Dakar, grande capitale d’Afrique de l’ouest, est une jungle doublée d’un gros village. Une faune compacte et bigarrée cohabite, à la rencontre de deux mondes. Paradoxe exacerbé par l’exode rural : 45 % de la population vivant maintenant en milieu urbain. Boubous traditionnels et Nike, mendiants et Mercedes, porteuses d’eau et hommes d’affaires, étudiants et enfants sortant de l’école coranique évoluent au son des coups de klaxons criards et incessants des taxis, des salutations ad nauseam, ponctués régulièrement d’appels à la prière.
La tolérance religieuse n’est pas un mythe. Les catholiques vont à la Tabaski, tout comme les musulmans fêtent Noël. L’important au Sénégal est de croire, point. Dans cette ville à l’haleine putride et aux trottoirs jonchés de déchets, ce n’est pas la religion qui discrimine. Non, le racisme est plutôt couleur peau. Sénégalais, Libanais et Européens se tolèrent, business et interdépendance obligent. Tout se marchande ici, et on ne fait pas de cadeaux. Ce qui ne choque plus personne, sinon les « toubabs » (touristes blancs) naïfs dans mon genre. Visiblement, tout s’achète dans ce dollarama à ciel ouvert.
Ici, on fantasme l’occident et le mode de vie européen, mais n’en résulte qu’un tiers-monde chic aux allures civilisées. Une société à deux vitesses où l’écart se creuse de plus en plus. Le président Abdoulaye Wade, de passage en Suisse, a prononcé, hier, une allocution visant à encourager l’implantation des technologies numériques en Afrique. Pendant ce temps, le Sénégal croupit au 155e rang en terme d’indice de développement selon le rapport annuel des Nations unies. Chouchou des pays industrialisés et favorisé par le NEPAD (l’acronyme anglais du nouveau plan de développement pour l’Afrique), avec son système de gouvernement somme toute démocratique, sa relative liberté de presse et ses tendances pacifistes en dépit du conflit en Casamance, la France y dépense deux fois plus qu’en Côte-d’Ivoire. Pourtant, jamais le travail et l’exploitation des enfants n’ont été si visibles, l’économie aussi fragile et les emplois dignes de ce nom, permettant d’améliorer son sort, si rares. Quant aux politiques sociales, elles sont quasi-inexistantes et les ONG d’ici et d’ailleurs ne suffisent guère à la demande.

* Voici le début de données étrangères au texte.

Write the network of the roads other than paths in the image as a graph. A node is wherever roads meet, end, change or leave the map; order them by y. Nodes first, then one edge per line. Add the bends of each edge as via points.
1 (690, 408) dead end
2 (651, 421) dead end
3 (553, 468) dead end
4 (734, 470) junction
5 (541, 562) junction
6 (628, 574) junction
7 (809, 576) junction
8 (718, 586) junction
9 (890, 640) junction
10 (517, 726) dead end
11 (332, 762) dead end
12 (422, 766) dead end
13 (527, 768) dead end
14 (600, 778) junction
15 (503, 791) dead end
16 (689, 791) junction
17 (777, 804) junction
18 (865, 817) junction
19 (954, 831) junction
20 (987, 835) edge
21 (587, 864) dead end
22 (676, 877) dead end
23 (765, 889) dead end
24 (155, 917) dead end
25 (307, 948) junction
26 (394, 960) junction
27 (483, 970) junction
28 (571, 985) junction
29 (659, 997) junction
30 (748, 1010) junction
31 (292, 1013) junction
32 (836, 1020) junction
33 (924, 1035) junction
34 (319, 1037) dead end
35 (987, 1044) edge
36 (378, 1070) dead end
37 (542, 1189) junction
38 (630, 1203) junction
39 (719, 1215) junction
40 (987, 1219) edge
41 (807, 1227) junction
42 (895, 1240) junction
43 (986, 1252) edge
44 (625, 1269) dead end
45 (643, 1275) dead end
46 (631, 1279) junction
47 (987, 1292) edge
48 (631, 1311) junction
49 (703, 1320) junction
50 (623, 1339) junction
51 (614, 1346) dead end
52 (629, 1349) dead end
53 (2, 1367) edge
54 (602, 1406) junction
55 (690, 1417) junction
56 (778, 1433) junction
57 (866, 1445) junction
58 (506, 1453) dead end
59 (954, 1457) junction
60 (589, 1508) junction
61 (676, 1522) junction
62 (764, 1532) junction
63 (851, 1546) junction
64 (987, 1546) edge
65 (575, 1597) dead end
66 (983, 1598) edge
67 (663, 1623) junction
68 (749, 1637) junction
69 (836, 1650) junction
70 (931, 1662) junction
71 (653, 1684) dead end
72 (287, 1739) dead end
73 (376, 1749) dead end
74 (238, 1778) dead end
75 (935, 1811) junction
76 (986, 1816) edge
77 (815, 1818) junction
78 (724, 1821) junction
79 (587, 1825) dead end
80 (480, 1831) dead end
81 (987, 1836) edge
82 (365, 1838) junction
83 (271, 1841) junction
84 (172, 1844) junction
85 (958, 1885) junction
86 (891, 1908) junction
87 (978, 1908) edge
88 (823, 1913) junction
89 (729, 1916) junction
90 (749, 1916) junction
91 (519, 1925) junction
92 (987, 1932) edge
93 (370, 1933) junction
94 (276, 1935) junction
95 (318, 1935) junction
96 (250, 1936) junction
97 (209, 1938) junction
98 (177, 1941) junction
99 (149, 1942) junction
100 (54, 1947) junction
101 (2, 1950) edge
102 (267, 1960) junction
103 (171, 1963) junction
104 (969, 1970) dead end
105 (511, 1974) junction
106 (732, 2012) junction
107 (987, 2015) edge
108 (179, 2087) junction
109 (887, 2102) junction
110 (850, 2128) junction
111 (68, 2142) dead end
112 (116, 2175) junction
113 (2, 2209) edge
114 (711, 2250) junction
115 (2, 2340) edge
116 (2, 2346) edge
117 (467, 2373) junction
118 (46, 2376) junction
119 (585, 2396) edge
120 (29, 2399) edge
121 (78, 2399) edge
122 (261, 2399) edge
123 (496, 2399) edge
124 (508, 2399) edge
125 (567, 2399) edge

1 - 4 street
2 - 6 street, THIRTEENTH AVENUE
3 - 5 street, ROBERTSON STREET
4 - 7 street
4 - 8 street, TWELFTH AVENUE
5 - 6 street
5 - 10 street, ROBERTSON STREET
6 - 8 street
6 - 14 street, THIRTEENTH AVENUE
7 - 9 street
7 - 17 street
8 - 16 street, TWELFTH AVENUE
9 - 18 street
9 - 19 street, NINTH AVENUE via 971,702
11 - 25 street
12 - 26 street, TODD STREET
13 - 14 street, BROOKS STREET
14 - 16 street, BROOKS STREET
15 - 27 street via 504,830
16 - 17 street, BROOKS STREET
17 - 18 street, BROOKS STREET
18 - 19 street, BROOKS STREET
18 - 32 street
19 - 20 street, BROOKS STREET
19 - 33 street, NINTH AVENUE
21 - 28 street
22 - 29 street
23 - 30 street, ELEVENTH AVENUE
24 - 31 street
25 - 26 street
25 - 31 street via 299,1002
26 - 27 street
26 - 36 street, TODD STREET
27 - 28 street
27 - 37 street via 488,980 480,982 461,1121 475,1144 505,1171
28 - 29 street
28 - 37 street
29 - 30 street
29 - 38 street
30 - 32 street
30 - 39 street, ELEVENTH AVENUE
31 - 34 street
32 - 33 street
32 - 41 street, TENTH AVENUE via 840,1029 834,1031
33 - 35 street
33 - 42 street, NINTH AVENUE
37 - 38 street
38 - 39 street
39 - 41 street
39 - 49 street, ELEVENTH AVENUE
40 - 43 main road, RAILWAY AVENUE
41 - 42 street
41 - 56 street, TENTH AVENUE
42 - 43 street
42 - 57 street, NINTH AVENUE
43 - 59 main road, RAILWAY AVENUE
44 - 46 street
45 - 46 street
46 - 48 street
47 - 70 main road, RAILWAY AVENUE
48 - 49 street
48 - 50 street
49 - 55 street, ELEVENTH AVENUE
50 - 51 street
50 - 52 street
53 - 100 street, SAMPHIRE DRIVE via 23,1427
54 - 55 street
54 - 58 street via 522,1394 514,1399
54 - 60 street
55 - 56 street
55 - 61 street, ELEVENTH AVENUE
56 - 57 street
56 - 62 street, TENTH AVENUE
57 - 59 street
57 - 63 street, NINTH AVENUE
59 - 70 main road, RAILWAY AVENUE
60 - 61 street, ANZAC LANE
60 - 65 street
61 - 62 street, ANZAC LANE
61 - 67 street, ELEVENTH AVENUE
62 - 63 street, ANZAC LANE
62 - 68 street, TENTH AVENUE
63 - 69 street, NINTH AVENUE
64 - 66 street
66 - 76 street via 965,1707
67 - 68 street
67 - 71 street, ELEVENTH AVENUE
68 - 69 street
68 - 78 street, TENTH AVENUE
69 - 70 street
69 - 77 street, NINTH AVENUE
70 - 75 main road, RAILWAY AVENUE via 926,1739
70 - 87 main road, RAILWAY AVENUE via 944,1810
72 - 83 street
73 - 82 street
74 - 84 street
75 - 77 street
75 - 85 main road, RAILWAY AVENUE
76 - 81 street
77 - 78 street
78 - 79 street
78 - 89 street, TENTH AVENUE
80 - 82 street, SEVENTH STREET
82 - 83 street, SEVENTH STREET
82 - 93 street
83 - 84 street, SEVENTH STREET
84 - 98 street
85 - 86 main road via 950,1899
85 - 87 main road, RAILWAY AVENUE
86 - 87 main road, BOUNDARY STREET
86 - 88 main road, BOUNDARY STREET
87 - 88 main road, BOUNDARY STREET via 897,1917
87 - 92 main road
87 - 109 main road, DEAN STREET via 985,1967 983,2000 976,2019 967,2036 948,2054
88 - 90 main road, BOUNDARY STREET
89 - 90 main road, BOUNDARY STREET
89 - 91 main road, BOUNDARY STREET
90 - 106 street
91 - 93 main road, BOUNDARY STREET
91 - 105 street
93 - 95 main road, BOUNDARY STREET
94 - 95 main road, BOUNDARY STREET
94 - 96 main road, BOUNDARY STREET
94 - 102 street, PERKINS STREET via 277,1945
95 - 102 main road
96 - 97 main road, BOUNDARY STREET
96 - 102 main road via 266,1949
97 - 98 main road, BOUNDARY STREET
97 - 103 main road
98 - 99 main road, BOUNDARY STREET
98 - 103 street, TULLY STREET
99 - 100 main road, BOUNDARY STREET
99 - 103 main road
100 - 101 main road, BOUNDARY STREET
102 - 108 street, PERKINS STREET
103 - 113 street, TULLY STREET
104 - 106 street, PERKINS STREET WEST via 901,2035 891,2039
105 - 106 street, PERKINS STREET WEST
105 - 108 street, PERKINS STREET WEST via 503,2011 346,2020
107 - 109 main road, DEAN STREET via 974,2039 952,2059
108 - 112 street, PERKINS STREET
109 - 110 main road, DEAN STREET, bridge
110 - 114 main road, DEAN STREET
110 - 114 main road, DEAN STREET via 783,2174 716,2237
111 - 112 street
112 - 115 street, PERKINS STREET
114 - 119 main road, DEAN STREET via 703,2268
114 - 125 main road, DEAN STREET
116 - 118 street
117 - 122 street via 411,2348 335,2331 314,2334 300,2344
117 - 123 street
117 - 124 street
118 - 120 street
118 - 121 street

Heureusement, il y a la mer et sa horde de touristes en bermudas. À 150 kilomètres au sud de Dakar, dans l’agglomération de Palemarin, village de pêcheurs reculé et sans électricité, un important consortium doit entamer dès le mois prochain la construction d’un hôtel cinq étoiles... Électricité et emplois sont à prévoir, certes, mais à quel prix ? Cela aura certainement un impact non seulement sur le paysage, mais aussi sur le mode de vie, les traditions, les valeurs…
Bref, la vie dans ce pays ressemble au cérémonial du thé. « Amer comme la mort, doux comme la vie, sucré comme l’amour », dit-on ici. Tout dépend de qui on est et de combien on gagne. Et les Sénégalais boivent leurs contradictions jusqu’à la lie dans cette ville fascinante et insaisissable. Le jour décline et le ciel tourne au mauve pollution. Dakar est maintenant en contre-jour, suspendue entre deux civilisations et pas nécessairement au bout de sa nuit.
Sophie Goyette, stagiaire du programme Médias alternatifs d’Alternatives, présentement à Dakar, au Sénégal.